Sports scoring sounds simple. One team scores a point, the number goes up, everyone sees it. But when you build it as a web application that needs to work on courtside tablets, spectator phones, and wall mounted displays simultaneously, with voice commands and tap controls, the architecture becomes more interesting.
The project was Scoring AI, a voice enabled match scoring application for sports courts. Players start a match, share a link, and control the scoreboard from any device. The backend handles real time state synchronization, optimistic locking, idempotent score updates, rate limiting, and WebSocket broadcasting.
The team was small. Me and a coworker who handled the CI/CD side. We were at the same level, both full stack, and we designed the system together. He focused on the deployment pipeline and infrastructure automation. I focused on the application layer, the real time system, and the frontend. But the architecture decisions were shared.
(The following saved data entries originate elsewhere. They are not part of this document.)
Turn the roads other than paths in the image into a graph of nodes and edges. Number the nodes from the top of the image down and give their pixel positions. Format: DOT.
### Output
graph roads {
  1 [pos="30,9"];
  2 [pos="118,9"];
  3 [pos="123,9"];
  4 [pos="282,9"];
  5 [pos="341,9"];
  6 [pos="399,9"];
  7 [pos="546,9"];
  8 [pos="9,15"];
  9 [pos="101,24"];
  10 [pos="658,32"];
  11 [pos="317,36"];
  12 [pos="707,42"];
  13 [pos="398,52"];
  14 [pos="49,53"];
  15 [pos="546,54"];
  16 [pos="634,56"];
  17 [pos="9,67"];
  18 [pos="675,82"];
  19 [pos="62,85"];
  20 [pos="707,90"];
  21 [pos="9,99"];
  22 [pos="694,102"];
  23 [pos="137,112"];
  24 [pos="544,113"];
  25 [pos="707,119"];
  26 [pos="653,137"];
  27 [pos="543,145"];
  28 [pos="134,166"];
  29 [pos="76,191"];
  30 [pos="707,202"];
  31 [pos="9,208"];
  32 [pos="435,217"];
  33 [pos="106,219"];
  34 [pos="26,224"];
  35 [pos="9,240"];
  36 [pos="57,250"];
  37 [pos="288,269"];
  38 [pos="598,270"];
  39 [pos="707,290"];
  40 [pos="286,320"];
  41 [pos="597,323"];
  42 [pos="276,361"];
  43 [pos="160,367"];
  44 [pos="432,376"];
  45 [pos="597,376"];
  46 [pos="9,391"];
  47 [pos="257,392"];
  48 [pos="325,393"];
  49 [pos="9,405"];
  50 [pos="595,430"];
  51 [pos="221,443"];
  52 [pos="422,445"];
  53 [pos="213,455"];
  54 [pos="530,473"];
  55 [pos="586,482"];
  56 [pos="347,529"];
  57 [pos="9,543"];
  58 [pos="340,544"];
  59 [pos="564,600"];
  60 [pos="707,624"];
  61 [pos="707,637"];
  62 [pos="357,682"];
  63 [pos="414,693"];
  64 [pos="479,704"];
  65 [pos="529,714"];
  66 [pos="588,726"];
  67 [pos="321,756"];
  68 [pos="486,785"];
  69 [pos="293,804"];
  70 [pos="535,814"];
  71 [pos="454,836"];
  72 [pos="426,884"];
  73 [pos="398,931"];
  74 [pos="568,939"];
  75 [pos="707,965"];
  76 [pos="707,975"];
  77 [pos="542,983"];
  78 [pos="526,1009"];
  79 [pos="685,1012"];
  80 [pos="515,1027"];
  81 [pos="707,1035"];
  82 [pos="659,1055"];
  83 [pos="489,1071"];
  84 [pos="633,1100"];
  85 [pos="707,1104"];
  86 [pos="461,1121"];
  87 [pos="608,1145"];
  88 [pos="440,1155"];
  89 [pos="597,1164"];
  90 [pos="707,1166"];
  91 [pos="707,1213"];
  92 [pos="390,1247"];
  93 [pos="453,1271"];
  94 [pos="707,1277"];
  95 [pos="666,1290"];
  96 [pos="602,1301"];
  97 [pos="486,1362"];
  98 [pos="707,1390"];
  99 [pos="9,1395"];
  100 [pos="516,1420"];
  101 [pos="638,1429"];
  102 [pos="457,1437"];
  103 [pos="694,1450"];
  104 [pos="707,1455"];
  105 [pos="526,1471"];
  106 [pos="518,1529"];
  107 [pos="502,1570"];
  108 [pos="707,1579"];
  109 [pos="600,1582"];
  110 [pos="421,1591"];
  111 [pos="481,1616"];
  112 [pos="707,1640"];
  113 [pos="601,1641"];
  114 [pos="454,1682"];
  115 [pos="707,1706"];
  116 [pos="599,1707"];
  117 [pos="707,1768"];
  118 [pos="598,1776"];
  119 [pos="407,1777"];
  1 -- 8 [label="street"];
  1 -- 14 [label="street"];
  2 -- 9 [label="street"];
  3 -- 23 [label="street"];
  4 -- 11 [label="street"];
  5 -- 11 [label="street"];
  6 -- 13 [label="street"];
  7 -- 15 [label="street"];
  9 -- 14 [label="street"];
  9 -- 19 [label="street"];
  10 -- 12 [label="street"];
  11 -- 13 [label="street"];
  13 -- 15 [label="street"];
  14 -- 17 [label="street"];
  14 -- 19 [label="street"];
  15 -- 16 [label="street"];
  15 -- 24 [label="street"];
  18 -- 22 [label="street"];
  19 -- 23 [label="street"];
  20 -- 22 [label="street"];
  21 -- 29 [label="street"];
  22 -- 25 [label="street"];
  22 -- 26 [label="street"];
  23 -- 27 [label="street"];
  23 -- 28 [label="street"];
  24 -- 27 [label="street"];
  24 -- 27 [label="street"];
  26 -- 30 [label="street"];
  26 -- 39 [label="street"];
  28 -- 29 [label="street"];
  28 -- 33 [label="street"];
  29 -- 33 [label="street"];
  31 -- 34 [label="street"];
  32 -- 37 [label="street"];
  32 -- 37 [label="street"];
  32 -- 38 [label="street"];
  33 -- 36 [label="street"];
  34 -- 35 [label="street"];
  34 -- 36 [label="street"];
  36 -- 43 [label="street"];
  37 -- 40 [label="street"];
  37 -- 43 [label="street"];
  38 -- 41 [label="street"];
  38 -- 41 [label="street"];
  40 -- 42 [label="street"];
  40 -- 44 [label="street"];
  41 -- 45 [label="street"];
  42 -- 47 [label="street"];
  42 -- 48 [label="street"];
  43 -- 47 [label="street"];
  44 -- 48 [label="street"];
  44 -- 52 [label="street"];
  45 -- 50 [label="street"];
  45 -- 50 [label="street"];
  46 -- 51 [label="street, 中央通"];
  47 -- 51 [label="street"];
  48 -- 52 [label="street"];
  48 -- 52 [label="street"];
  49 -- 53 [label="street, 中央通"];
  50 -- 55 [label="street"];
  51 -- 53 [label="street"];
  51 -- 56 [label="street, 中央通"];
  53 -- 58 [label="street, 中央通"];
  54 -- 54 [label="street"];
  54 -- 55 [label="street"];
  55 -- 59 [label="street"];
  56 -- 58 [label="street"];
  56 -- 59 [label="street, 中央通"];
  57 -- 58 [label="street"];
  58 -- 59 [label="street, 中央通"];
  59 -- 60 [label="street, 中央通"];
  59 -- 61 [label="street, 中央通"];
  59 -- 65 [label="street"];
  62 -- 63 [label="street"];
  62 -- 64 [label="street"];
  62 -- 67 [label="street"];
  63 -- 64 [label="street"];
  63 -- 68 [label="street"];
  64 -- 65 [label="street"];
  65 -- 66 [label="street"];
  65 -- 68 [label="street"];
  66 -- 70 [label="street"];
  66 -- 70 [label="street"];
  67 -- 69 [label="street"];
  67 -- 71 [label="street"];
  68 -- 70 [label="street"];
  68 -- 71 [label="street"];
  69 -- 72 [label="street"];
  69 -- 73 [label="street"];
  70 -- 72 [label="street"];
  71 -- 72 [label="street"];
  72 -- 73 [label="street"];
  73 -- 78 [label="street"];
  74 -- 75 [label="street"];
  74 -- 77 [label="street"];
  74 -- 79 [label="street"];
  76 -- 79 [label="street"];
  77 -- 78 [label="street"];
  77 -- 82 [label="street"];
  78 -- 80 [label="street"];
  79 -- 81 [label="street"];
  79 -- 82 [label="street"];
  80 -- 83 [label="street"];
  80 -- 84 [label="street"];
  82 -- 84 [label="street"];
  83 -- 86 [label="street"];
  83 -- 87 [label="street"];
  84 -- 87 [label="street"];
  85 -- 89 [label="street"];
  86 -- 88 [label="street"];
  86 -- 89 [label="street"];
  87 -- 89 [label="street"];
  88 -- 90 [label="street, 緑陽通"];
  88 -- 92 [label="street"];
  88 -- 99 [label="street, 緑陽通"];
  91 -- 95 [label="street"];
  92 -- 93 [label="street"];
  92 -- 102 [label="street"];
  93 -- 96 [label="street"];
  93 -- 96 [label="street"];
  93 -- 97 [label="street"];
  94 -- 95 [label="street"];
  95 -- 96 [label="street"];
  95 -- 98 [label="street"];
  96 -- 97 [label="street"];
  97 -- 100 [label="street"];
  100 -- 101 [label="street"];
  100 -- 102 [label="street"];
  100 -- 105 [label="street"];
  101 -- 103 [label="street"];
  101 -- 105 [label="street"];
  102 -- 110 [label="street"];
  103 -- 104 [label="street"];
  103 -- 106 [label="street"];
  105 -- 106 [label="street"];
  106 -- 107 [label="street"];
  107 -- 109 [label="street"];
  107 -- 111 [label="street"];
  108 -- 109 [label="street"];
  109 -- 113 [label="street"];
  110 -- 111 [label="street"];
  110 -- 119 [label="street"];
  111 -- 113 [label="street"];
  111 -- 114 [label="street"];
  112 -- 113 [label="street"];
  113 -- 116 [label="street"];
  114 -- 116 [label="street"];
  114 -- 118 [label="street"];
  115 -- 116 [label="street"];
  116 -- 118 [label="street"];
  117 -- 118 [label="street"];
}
This article covers the technical decisions we made and how patterns from previous projects influenced them.
The match scoring data is different from the business data around it. A match lasts about an hour, gets updated frequently, and needs to be read by many viewers at once. After the match is complete, it is archived and rarely accessed.
I had seen what happens when you put high frequency state updates into a relational database on a previous project. Row locks, contention, connection pool exhaustion. For Scoring AI, we used DynamoDB for the live match state and PostgreSQL for everything else.
The hot path needed fast writes, optimistic locking, and automatic cleanup of abandoned matches. DynamoDB provides all of these. The version
field on each match record acts as an optimistic lock. Every score update is a conditional write that checks the version has not changed.
The cold path uses PostgreSQL through Kysely for user profiles, subscriptions, pricing plans, payment history, and match archives. My coworker handled the payment integration with Paystack.
The two systems communicate through DynamoDB Streams. When a match completes, a stream subscriber archives the result to Postgres.
Spectators see score updates in real time. No polling, no refresh.
The design uses three decoupled components. The REST endpoint handles score updates and writes to DynamoDB. It does not know about WebSockets. The DynamoDB Stream fires on every write to the table. Two Lambda functions subscribe to it independently.
The broadcast Lambda reads the updated match, queries the WebSocket connections table for all spectators, and sends the update using the API Gateway Management API. Connections expire after 24 hours.
The archive Lambda reads completed matches and writes them to PostgreSQL inside the VPC.
Adding a new consumer of match events is just writing a new Lambda that subscribes to the same stream. This pattern was inspired by the SQS based decoupling we used on another project.
The scoring engine lives on the frontend as a pure TypeScript module. It takes a match state and a scoring action and returns a new state. No API calls, no database reads.
This approach came from a lesson learned on a previous project where round trip latency made the UI feel slow. For a scoring surface where a tap needs to feel instant, local state calculation was the right call.
The engine supports four scoring structures: rally, sideout, tennis, and pickleball. Each has different rules for points, sets, and tiebreaks.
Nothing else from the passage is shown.